┌──

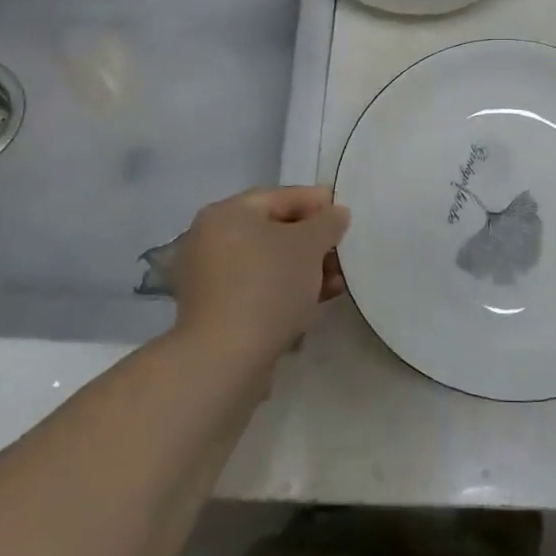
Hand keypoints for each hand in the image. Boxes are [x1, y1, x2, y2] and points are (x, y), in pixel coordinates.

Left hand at [170, 185, 349, 369]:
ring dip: (304, 270)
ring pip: (268, 263)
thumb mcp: (309, 245)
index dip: (316, 203)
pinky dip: (285, 291)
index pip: (280, 197)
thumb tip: (335, 213)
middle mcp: (211, 239)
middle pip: (273, 231)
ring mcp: (209, 278)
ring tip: (336, 283)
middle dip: (313, 242)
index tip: (345, 215)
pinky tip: (313, 304)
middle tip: (343, 252)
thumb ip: (328, 222)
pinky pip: (258, 289)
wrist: (226, 359)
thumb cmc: (268, 286)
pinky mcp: (215, 312)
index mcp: (226, 213)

└──

### About this task
The final stretch of the listing, from the line containing "middle mcp: (211, 239)" through its last line, both included, is to be output exactly and by itself.

### Exercise solution
middle mcp: (211, 239)
middle pip: (273, 231)
ring mcp: (209, 278)
ring tip: (336, 283)
middle dip: (313, 242)
index tip: (345, 215)
pinky tip: (313, 304)
middle tip: (343, 252)
thumb ip: (328, 222)
pinky pip: (258, 289)
wrist: (226, 359)
thumb cmc: (268, 286)
pinky mcp: (215, 312)
index mcp: (226, 213)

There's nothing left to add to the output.